Es gibt Momente, in denen selbst die mächtigsten Imperien ins Wanken geraten – und für Epic Games könnte genau so ein Moment gekommen sein. Fortnite, einst das unangefochtene Zugpferd der gesamten Spielebranche, sorgt plötzlich nicht mehr für die Einnahmen, die das Studio zum Überleben braucht. Was das für die Zukunft eines der bekanntesten Spiele der Welt bedeutet, ist beunruhigender, als viele wahrhaben wollen.
Massenentlassungen als erstes Alarmzeichen
Dass bei Epic Games etwas grundlegend schiefläuft, wurde spätestens mit den jüngsten Massenentlassungen unübersehbar. Über 1.000 Mitarbeiter verloren ihren Job – rund ein Fünftel der gesamten Belegschaft. CEO Tim Sweeney begründete den Schritt mit einem drastischen Rückgang der Nutzerzahlen bei Fortnite, der bereits 2025 begann, und damit, dass das Unternehmen deutlich mehr ausgebe, als es einnehme. Erschwerend kam hinzu, dass einer der Entlassenen öffentlich bekannt gab, unheilbar krank zu sein – ein PR-Desaster, das Epic zusätzlich unter Druck setzte und das Vertrauen in die Unternehmensführung weiter erschütterte.
Was der Analyst wirklich sagt
In diesem aufgewühlten Umfeld meldete sich Joost van Dreunen zu Wort, ein seit Jahren renommierter Wirtschaftsanalyst für die Spielebranche.

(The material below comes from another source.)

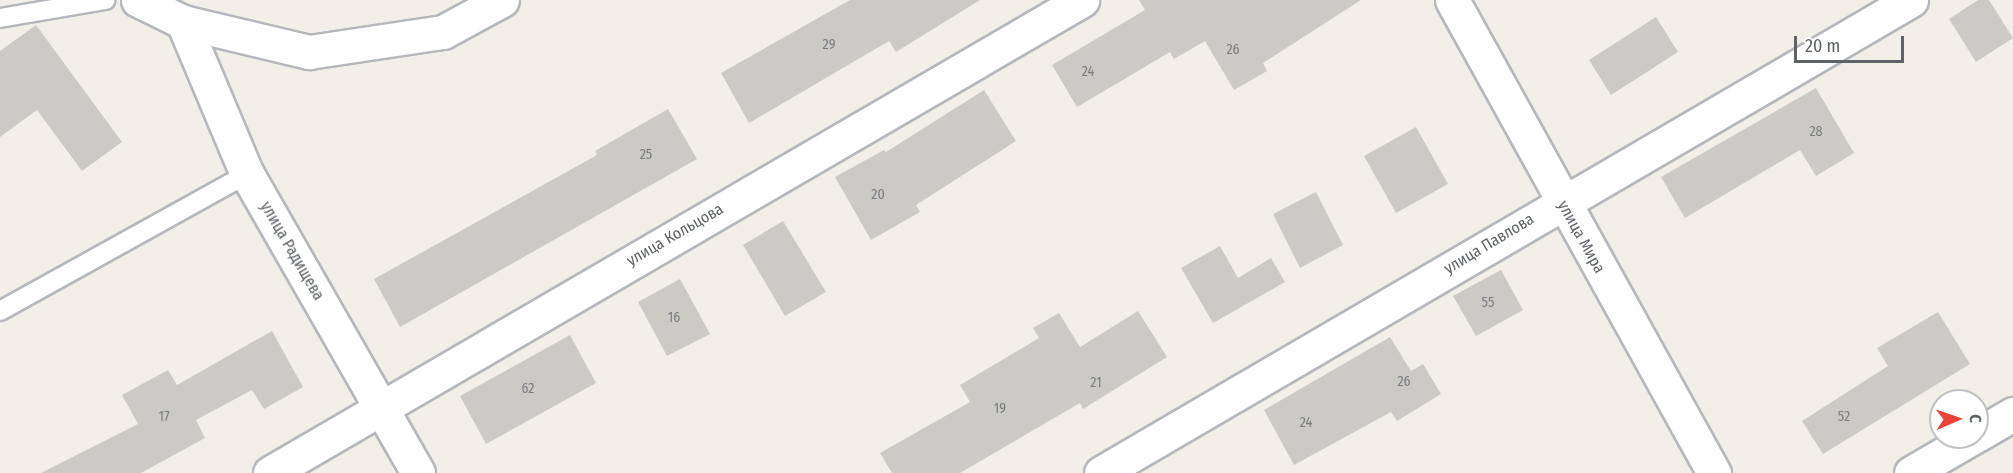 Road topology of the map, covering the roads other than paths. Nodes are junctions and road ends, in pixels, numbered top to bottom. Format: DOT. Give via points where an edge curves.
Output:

Seine Einschätzung ist schonungslos: Epic Games und Fortnite befänden sich am Beginn ihres Endes. Van Dreunen weist darauf hin, dass Studios außerhalb der USA generative Künstliche Intelligenz bereits kreativer und konsequenter einsetzen – ein Bereich, in dem Epic noch keine befriedigende Antwort gefunden hat. Sweeney hatte betont, dass die Entlassungen nichts mit dem Aufstieg der KI zu tun hätten. Doch der Analyst zweifelt daran und sieht darin ein weiteres Symptom einer tieferliegenden strategischen Lähmung.
Hinzu kommen Faktoren, auf die kein Spielestudio direkten Einfluss hat: die gestiegenen Lebenshaltungskosten der Spieler, die die Ausgabebereitschaft dämpfen, sowie der seit Jahren schwelende Rechtsstreit mit Plattformanbietern. Letzterer hat Epic nicht nur Millionen in Anwaltskosten gekostet, sondern auch das operative Geschäft belastet. Van Dreunen fasst die Lage mit einem Zitat zusammen, das sich einbrennt: „Imperien stürzen nicht auf einmal zusammen. Sie werden langsam ausgehöhlt, bis eines Tages die Mauern fallen und alle überrascht tun.“ Er selbst glaubt, dass sich Epic und Fortnite derzeit irgendwo in der Mitte dieses Prozesses befinden.
Kultureller Zenit bereits überschritten?
Was van Dreunen besonders beschäftigt, ist nicht allein die finanzielle Lage, sondern der kulturelle Bedeutungsverlust von Fortnite. Das Spiel war über Jahre hinweg weit mehr als ein Videospiel – es war ein gesellschaftliches Phänomen, eine Plattform für Konzerte, Filmabende und kollektive Erlebnisse. Dieser Glanz verblasst merklich. Die Nutzerzahlen stagnieren, neue Spielergenerationen wandern zu anderen Titeln ab, und der kreative Funke, der Fortnite einst unwiderstehlich machte, scheint schwerer zu entfachen. Trotz eines Jahresumsatzes von geschätzten über 5,4 Milliarden Euro im Jahr 2025 reichen die Einnahmen offenbar nicht mehr aus, um den aufgeblähten Betrieb zu stemmen. Die Frage ist nicht mehr, ob Epic reagieren muss – sondern ob es noch rechtzeitig gelingt.